2018-05-10 14:06:13 -07:00

62 lines
2.1 KiB
ReStructuredText

.. _lang-packs:
Installing additional language packs
====================================
OCRmyPDF uses Tesseract for OCR, and relies on its language packs for languages other than English.
Tesseract supports `most languages <https://github.com/tesseract-ocr/tesseract/blob/master/doc/tesseract.1.asc#languages>`_.
For Linux users, you can often find packages that provide language packs:
Debian and Ubuntu users
-----------------------
.. code-block:: bash
# Display a list of all Tesseract language packs
apt-cache search tesseract-ocr
# Debian/Ubuntu users
apt-get install tesseract-ocr-chi-sim # Example: Install Chinese Simplified language back
You can then pass the ``-l LANG`` argument to OCRmyPDF to give a hint as to what languages it should search for. Multiple
languages can be requested using either ``-l eng+fre`` (English and French) or ``-l eng -l fre``.
macOS users
-----------
You can install additional language packs by :ref:`installing Tesseract using Homebrew with all language packs <macos-all-languages>`.
Docker users
------------
Users of the Docker image may use the alternative :ref:`"polyglot" container <docker-polyglot>` which includes all languages.
Adding individual language packs to a Docker image
""""""""""""""""""""""""""""""""""""""""""""""""""
If you wish to add a single language pack, you could do the following:
* Download the desired ``.trainedata`` file from the `tessdata <https://github.com/tesseract-ocr/tessdata>`_ repository.

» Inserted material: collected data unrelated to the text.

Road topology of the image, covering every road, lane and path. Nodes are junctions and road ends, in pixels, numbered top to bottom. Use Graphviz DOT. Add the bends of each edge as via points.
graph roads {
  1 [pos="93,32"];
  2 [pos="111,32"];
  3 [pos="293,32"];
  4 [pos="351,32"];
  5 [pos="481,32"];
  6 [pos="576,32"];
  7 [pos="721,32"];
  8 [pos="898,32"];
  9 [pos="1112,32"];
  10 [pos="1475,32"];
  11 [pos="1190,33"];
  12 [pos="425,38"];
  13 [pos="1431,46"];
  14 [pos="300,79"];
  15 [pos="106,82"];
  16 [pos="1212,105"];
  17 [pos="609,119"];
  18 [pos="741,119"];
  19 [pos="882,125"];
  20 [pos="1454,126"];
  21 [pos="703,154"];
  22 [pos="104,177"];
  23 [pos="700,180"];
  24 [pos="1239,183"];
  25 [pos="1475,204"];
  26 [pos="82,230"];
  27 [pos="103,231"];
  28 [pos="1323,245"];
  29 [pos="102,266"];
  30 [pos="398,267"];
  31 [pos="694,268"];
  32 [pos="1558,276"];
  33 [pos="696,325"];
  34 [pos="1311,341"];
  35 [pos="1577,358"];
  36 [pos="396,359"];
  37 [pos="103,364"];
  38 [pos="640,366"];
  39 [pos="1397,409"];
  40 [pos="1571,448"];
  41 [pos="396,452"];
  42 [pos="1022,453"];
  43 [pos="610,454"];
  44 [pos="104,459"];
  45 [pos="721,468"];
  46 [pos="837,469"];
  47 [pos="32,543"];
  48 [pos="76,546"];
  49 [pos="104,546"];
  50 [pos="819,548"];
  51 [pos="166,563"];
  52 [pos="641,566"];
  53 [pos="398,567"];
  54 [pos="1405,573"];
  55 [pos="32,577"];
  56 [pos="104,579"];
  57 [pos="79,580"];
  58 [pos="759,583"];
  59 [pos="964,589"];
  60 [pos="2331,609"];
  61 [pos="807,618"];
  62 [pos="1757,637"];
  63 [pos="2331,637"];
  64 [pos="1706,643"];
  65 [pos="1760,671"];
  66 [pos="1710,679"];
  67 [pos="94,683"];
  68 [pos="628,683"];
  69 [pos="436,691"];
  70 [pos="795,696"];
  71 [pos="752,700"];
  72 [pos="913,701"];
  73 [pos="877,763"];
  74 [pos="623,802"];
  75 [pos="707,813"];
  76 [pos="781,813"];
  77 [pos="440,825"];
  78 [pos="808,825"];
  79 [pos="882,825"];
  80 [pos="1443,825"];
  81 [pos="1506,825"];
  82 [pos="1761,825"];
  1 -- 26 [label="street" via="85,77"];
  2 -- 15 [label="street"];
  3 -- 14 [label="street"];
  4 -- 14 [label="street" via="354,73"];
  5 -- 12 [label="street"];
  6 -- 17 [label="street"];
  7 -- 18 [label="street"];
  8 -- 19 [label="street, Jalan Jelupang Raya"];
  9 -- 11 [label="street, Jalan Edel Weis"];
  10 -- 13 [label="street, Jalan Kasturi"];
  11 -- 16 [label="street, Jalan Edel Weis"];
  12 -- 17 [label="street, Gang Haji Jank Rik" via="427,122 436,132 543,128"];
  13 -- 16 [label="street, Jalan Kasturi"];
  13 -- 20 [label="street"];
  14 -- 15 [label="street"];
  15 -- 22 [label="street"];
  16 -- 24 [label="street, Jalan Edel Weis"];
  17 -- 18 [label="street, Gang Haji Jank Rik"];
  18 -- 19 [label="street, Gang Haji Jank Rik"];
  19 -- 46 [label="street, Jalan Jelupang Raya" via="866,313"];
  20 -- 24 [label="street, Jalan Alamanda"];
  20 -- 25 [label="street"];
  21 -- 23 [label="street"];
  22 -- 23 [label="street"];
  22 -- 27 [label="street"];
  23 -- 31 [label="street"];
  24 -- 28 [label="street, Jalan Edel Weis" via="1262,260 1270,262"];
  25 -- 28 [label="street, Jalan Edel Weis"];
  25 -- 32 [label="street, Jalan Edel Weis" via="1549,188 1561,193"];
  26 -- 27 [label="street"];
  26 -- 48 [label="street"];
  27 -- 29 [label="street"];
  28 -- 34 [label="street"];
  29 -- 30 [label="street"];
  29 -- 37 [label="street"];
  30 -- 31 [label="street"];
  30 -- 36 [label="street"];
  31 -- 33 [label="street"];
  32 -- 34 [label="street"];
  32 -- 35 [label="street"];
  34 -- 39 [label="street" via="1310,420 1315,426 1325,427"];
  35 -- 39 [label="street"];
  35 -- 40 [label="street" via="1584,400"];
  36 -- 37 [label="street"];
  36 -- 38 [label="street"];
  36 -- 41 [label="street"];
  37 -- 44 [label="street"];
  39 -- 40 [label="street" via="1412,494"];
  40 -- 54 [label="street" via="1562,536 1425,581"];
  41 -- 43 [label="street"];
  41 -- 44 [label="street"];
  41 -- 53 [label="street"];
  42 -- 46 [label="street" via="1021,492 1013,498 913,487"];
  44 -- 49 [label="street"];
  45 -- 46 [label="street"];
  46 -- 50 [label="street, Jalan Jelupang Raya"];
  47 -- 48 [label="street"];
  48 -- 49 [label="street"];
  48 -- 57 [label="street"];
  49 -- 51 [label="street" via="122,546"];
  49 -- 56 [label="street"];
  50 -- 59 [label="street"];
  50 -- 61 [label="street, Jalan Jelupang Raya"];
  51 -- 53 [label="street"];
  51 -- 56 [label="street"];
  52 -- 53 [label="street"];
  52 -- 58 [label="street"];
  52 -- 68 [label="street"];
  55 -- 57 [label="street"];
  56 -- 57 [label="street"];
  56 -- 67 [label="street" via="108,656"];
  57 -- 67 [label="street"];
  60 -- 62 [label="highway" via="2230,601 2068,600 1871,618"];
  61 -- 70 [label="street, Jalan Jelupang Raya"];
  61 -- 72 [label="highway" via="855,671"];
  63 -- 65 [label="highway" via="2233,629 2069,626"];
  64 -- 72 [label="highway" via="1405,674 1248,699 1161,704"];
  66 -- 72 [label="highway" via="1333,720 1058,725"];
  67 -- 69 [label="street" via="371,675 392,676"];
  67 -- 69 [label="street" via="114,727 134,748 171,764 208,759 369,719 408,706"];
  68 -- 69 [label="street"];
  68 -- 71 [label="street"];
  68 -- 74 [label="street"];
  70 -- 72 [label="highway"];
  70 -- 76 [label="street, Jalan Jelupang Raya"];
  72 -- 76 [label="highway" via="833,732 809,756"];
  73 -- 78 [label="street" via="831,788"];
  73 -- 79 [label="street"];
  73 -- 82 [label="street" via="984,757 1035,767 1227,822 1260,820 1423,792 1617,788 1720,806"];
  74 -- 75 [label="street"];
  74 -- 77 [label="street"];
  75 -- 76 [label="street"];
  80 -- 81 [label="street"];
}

Let's use Hebrew in this example (``heb.traineddata``)
* Copy the file to ``/home/user/downloads/heb.traineddata``.
* Create a new container based on the ocrmypdf-tess4 image and jump into it with a terminal:
.. code-block:: bash
host$ docker run -v /home/user/downloads:/home/docker -it --entrypoint /bin/bash ocrmypdf-tess4
* Put the file where Tesseract expects it:
.. code-block:: bash
docker$ cp /home/docker/heb.traineddata /usr/share/tesseract-ocr/tessdata
* Note the container id, and save it as a new image (in this example, ``ocrmypdf-tess4-heb``)
.. code-block:: bash
host$ docker commit <container_id> ocrmypdf-tess4-heb